Au Mali, il y a d’une part la fiction que les autorités ont tendance à servir. Et de l’autre, l’implacable réalité que le pays et les populations endurent au quotidien depuis cinq longues années. La fiction s’incarne notamment dans le discours que le Premier ministre, Abdoulaye Maïga, a prononcé le 6 août dernier, pour dresser un bilan forcément élogieux des cinq années de transition que le pays vient de vivre. La réalité, elle, s’est manifestée trois jours plus tard, à travers l’attaque dont le camp de San, au centre du pays, a été la cible de la part des djihadistes du Groupe de soutien à l’Islam et aux musulmans (JNIM), affilié à Al-Qaïda — une attaque qui a coûté la vie à douze militaires maliens et permis aux assaillants d’emporter de nombreux équipements. Quand les responsables, en totale déconnexion avec la réalité, pavoisent au sommet, les populations, elles, triment et trinquent à la base. Si l’on veut dresser un bilan, il est précisément dans ce décalage, dans cette distance infinie qui sépare des autorités qui carburent au souverainisme pompeux et des Maliens d’en bas, tenaillés par un quotidien fait de larmes, de sang et de sueur.

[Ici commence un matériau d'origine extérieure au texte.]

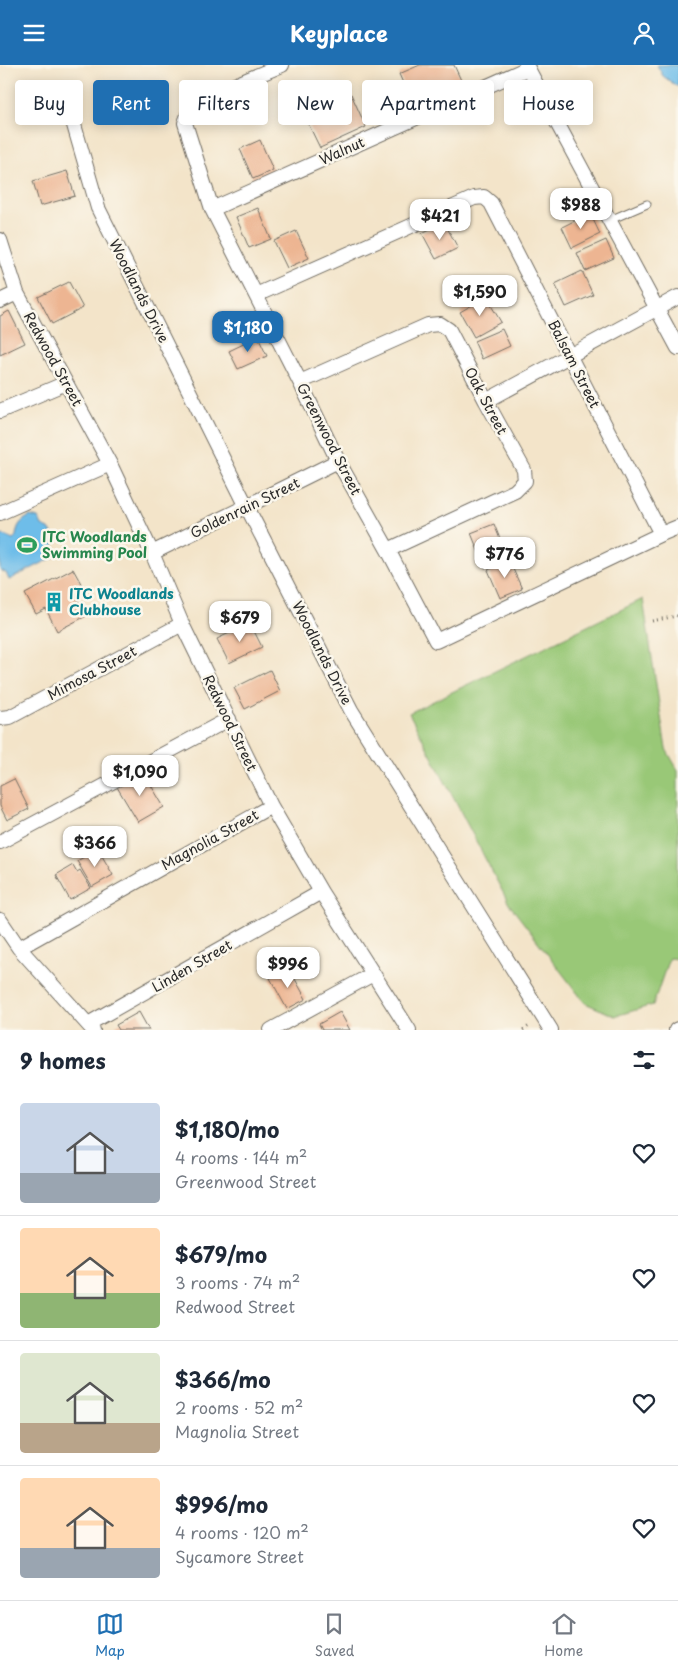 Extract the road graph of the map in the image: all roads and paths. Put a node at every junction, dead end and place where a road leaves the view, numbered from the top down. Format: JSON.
{"nodes":[{"id":1,"x":282,"y":65,"type":"edge"},
{"id":2,"x":527,"y":67,"type":"edge"},
{"id":3,"x":74,"y":125,"type":"edge"},
{"id":4,"x":647,"y":204,"type":"dead end"},
{"id":5,"x":212,"y":209,"type":"junction"},
{"id":6,"x":610,"y":220,"type":"junction"},
{"id":7,"x":0,"y":240,"type":"edge"},
{"id":8,"x":17,"y":293,"type":"junction"},
{"id":9,"x":256,"y":295,"type":"junction"},
{"id":10,"x":678,"y":297,"type":"edge"},
{"id":11,"x":0,"y":301,"type":"edge"},
{"id":12,"x":657,"y":308,"type":"junction"},
{"id":13,"x":678,"y":348,"type":"edge"},
{"id":14,"x":570,"y":355,"type":"junction"},
{"id":15,"x":300,"y":382,"type":"junction"},
{"id":16,"x":66,"y":383,"type":"junction"},
{"id":17,"x":486,"y":401,"type":"junction"},
{"id":18,"x":0,"y":411,"type":"edge"},
{"id":19,"x":338,"y":461,"type":"junction"},
{"id":20,"x":110,"y":464,"type":"junction"},
{"id":21,"x":247,"y":507,"type":"junction"},
{"id":22,"x":0,"y":513,"type":"edge"},
{"id":23,"x":678,"y":527,"type":"edge"},
{"id":24,"x":662,"y":534,"type":"junction"},
{"id":25,"x":388,"y":550,"type":"junction"},
{"id":26,"x":152,"y":553,"type":"junction"},
{"id":27,"x":678,"y":620,"type":"edge"},
{"id":28,"x":652,"y":621,"type":"dead end"},
{"id":29,"x":182,"y":624,"type":"junction"},
{"id":30,"x":0,"y":718,"type":"edge"},
{"id":31,"x":229,"y":719,"type":"junction"},
{"id":32,"x":270,"y":806,"type":"junction"},
{"id":33,"x":0,"y":842,"type":"edge"},
{"id":34,"x":321,"y":892,"type":"junction"},
{"id":35,"x":0,"y":921,"type":"edge"},
{"id":36,"x":20,"y":948,"type":"junction"},
{"id":37,"x":373,"y":974,"type":"junction"},
{"id":38,"x":91,"y":1027,"type":"edge"},
{"id":39,"x":271,"y":1030,"type":"edge"},
{"id":40,"x":409,"y":1030,"type":"edge"},
{"id":41,"x":551,"y":1030,"type":"edge"}],
"edges":[{"from":1,"to":5,"type":"street","name":"Greenwood Street"},
{"from":2,"to":5,"type":"street","name":"Walnut"},
{"from":2,"to":6,"type":"street"},
{"from":3,"to":21,"type":"street","name":"Woodlands Drive"},
{"from":4,"to":6,"type":"lane"},
{"from":5,"to":9,"type":"street","name":"Greenwood Street"},
{"from":6,"to":12,"type":"street"},
{"from":7,"to":8,"type":"street","name":"Redwood Street"},
{"from":8,"to":11,"type":"street"},
{"from":8,"to":16,"type":"street","name":"Redwood Street"},
{"from":9,"to":14,"type":"street","name":"Balsam Street"},
{"from":9,"to":15,"type":"street","name":"Greenwood Street"},
{"from":10,"to":12,"type":"street"},
{"from":12,"to":13,"type":"street"},
{"from":12,"to":14,"type":"street"},
{"from":14,"to":17,"type":"street"},
{"from":14,"to":24,"type":"street","name":"Balsam Street"},
{"from":15,"to":17,"type":"street","name":"Oak Street"},
{"from":15,"to":19,"type":"street","name":"Greenwood Street"},
{"from":16,"to":18,"type":"street"},
{"from":16,"to":20,"type":"street","name":"Redwood Street"},
{"from":17,"to":25,"type":"street","name":"Oak Street"},
{"from":19,"to":21,"type":"street","name":"Goldenrain Street"},
{"from":19,"to":25,"type":"street","name":"Greenwood Street"},
{"from":20,"to":22,"type":"street"},
{"from":20,"to":26,"type":"street","name":"Redwood Street"},
{"from":21,"to":26,"type":"street","name":"Goldenrain Street"},
{"from":21,"to":41,"type":"street","name":"Woodlands Drive"},
{"from":23,"to":24,"type":"street"},
{"from":24,"to":25,"type":"street","name":"Greenwood Street"},
{"from":26,"to":29,"type":"street","name":"Redwood Street"},
{"from":27,"to":28,"type":"path"},
{"from":29,"to":30,"type":"street","name":"Mimosa Street"},
{"from":29,"to":31,"type":"street","name":"Redwood Street"},
{"from":31,"to":32,"type":"street","name":"Redwood Street"},
{"from":31,"to":33,"type":"street"},
{"from":32,"to":34,"type":"street","name":"Redwood Street"},
{"from":32,"to":36,"type":"street","name":"Magnolia Street"},
{"from":34,"to":37,"type":"street","name":"Redwood Street"},
{"from":34,"to":38,"type":"street","name":"Linden Street"},
{"from":35,"to":36,"type":"street"},
{"from":36,"to":38,"type":"street"},
{"from":37,"to":39,"type":"street"},
{"from":37,"to":40,"type":"street","name":"Redwood Street"}]}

Disons-le tout net : en prononçant son discours du 6 août, le Premier ministre n’était pas particulièrement à l’aise. On l’a senti quelque peu à l’étroit dans le choix méticuleux des mots pour aborder le volet sécuritaire du bilan qu’il s’évertuait à dresser. Il s’est contenté d’évoquer la « montée en puissance des FAMa », qu’il a attribuée au renforcement de leurs capacités opérationnelles, à l’acquisition d’équipements, à la formation et à une plus grande liberté d’action.
En partant du principe que cette appréciation est juste, on est tenté de demander quel en est l’impact réel. Car comment pourrait-on admettre cette fameuse « montée en puissance » quand on la met en rapport avec l’attaque du camp de San, survenue trois jours seulement après ce discours ? Comment laisser passer cette petite musique à la tonalité triomphaliste, sachant que le 18 juillet dernier, ce sont quelque cinquante soldats maliens qui ont été tués dans le nord du pays, à la suite de l’attaque de leur convoi par des assaillants issus à la fois des rangs du JNIM et du FLA ? Et puisqu’il est question de bilan, comment ose-t-on voir du positif dans la lutte contre l’insécurité au Mali, alors que le ministre de la Défense, Sadio Camara, est lui-même tombé lors de la grande offensive menée par les groupes armés en avril dernier ?
Très honnêtement, les autorités maliennes auraient été mieux avisées de ne pas se lancer dans cet exercice de bilan, qu’elles étaient sûres de perdre d’avance.
Plutôt que cette posture empreinte de déni de la réalité, elles devraient poursuivre sur la dynamique qui a permis de renouer le fil du dialogue avec l’Algérie voisine. Sous-tendue à la fois par le réalisme et une forme d’humilité, cette démarche devrait néanmoins être étendue à d’autres voisins, notamment certains pays de la CEDEAO, dont la collaboration pourrait s’avérer précieuse dans la lutte contre les groupes djihadistes. Il faudrait même, sur le plan interne, envisager une démarche similaire à l’égard des acteurs politiques et sociaux, ainsi qu’en direction de certains groupes armés adverses.